Extase de fin de journée

Numéro 4/2016

Contenu

  • Des instants d'eternité
  • À la recherche des levrauts
  • Faire le vide et se ressourcer
  • L'eau vive des Grisons
  • Le luxe de l'obscurité

Au coucher du soleil, la nature se pare de couleurs chatoyantes. À l’Augstmatthorn, près de Habkern BE, les photographes naturalistes Sandra et Stefan Grünig-Karp méditent sur la photo parfaite et donnent des conseils. Une randonnée à la sortie du bureau mène dans la réserve de lièvres de Selzach SO. Une fois son travail accompli, l’auteur Heinz Staffelbach se détend à Turbenthal ZH. À Einsiedeln SZ, nous suivons les traces des romans à l’eau...

Des instants d'eternité

Au coucher du soleil, les sommets s’illuminent une dernière fois avant de revêtir leur manteau gris-bleu. C’est là que commence, sur l’Augstmatthorn, dans l’Oberland bernois, le moment M pour les photographes naturalistes: celui situé entre le crépuscule et l’heure bleue.

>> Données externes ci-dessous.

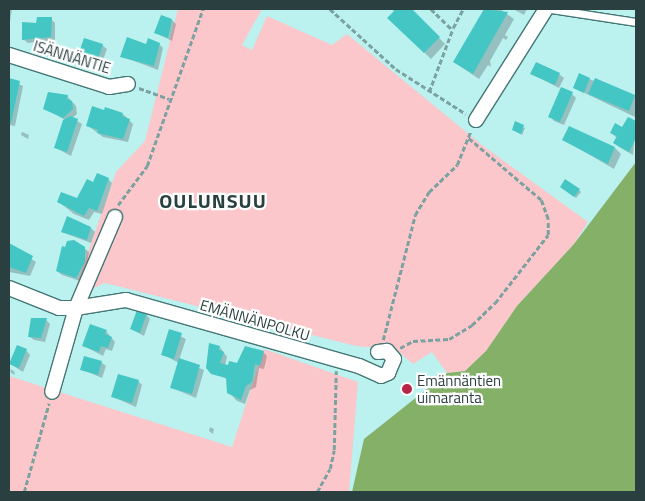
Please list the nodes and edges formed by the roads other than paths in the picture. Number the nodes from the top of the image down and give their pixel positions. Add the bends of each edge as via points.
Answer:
1 (546, 9) edge
2 (551, 9) edge
3 (636, 22) edge
4 (9, 55) edge
5 (128, 84) road end
6 (476, 120) road end
7 (115, 217) road end
8 (9, 288) edge
9 (76, 308) junction
10 (384, 353) road end
11 (52, 392) road end

1 - 6 street
2 - 3 lane
4 - 5 street, ISÄNNÄNTIE via 109,87
7 - 9 street
8 - 9 street, EMÄNNÄNPOLKU via 58,308
9 - 10 street, EMÄNNÄNPOLKU via 126,300 360,366 381,376 388,373 393,364
9 - 11 street

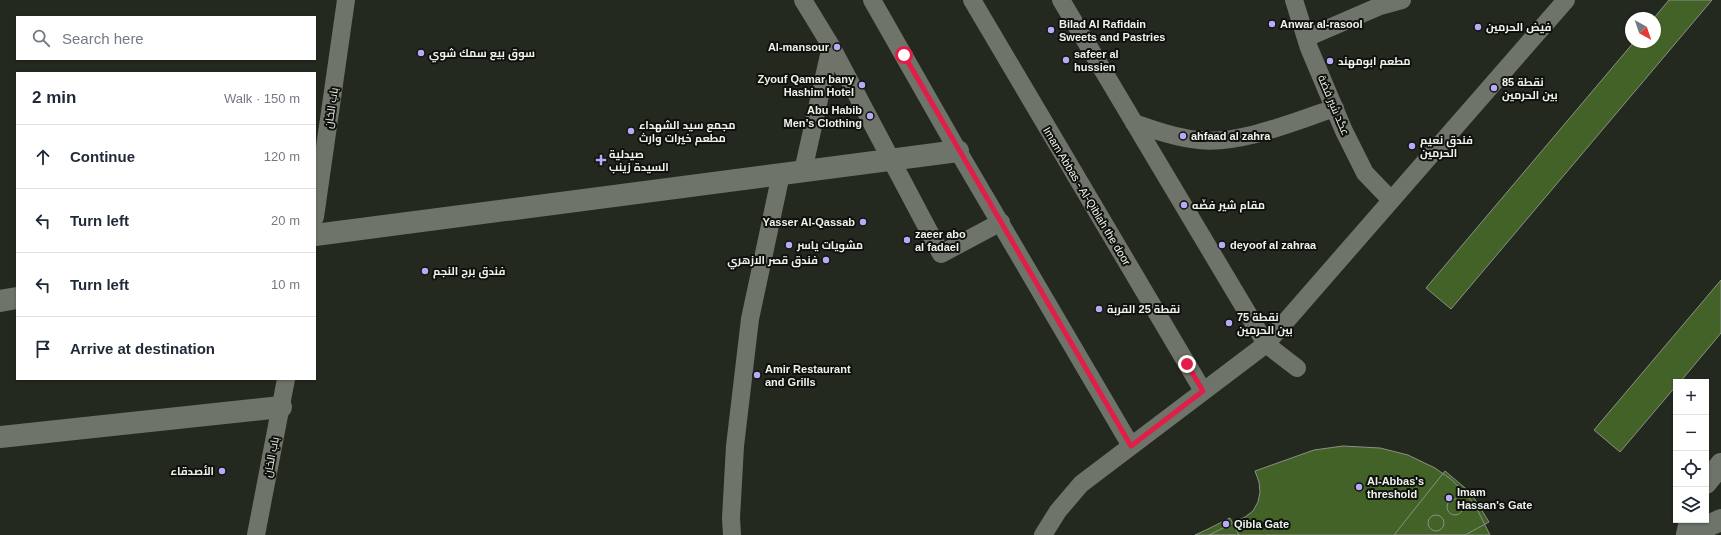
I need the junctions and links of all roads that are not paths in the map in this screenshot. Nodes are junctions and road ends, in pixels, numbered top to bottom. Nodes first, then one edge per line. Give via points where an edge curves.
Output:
1 (346, 0) edge
2 (803, 0) edge
3 (872, 0) edge
4 (972, 0) edge
5 (1061, 0) edge
6 (1294, 0) edge
7 (1402, 0) edge
8 (1560, 2) edge
9 (1306, 38) junction
10 (830, 46) junction
11 (1335, 108) junction
12 (1134, 122) junction
13 (958, 151) junction
14 (890, 160) junction
15 (804, 171) junction
16 (781, 174) junction
17 (1391, 200) junction
18 (316, 209) edge
19 (1001, 222) junction
20 (316, 235) edge
21 (16, 298) edge
22 (0, 300) edge
23 (1266, 344) junction
24 (1296, 368) dead end
25 (286, 380) edge
26 (1203, 391) junction
27 (281, 407) junction
28 (0, 437) edge
29 (1131, 446) junction
30 (1721, 464) edge
31 (1709, 479) edge
32 (1721, 520) edge
33 (1689, 523) edge
34 (256, 535) edge
35 (732, 535) edge
36 (1043, 535) edge
37 (1687, 535) edge

1 - 18 street, باب الخان
2 - 10 street
3 - 13 street
4 - 26 street, Imam Abbas - Al-Qiblah the door
5 - 12 street
6 - 9 street, عگد شير فضة
7 - 9 street via 1380,6
8 - 17 street
9 - 11 street, عگد شير فضة
10 - 14 street
10 - 15 street
11 - 12 street via 1233,139 1199,140
11 - 17 street, عگد شير فضة via 1365,173
12 - 23 street
13 - 14 street
13 - 19 street
14 - 15 street
14 - 19 street via 941,254
15 - 16 street
16 - 20 street
16 - 35 street via 750,319 735,446
17 - 23 street
19 - 29 street
21 - 22 street
23 - 24 street
23 - 26 street
25 - 27 street, باب الخان
26 - 29 street
27 - 28 street
27 - 34 street, باب الخان
29 - 36 street via 1081,484 1058,511
30 - 31 street
32 - 37 street
33 - 37 street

Les boutons d’or et les primevères se courbent doucement dans la brise du soir au premier plan, tandis qu’à l’arrière se dressent, majestueuses, les Alpes bernoises encore enneigées, dans les dernières lueurs du crépuscule. Le spectacle est fabuleux! Pourtant, cela ne fait pas trois heures que l’on a quitté l’écran de notre ordinateur du bureau. L’objectif est rivé sur les crêtes de l’Augstmatthorn, le viseur embrasse une composition enchanteresse de force et de tranquillité qui nous appelle à s’y abandonner. Ces sommets sublimes et ces douces couleurs nous font oublier jusqu’à notre nom. «Regarde là-bas, au nord, quelle atmosphère dans les nuages!» C’est la voix de notre partenaire. On quitte le viseur et on observe au loin. Le panorama baigné dans la lumière du soir est magique, le ciel est parcouru de bandes colorées et les nuages s’enflamment du jour qui s’éteint. La main s’empare du trépied monté de l’appareil photo, elle met le filtre dégradé gris en place et s’attèle aux réglages. On regarde de nouveau dans le viseur. Cette peinture du soir doit être immortalisée, elle est trop parfaite.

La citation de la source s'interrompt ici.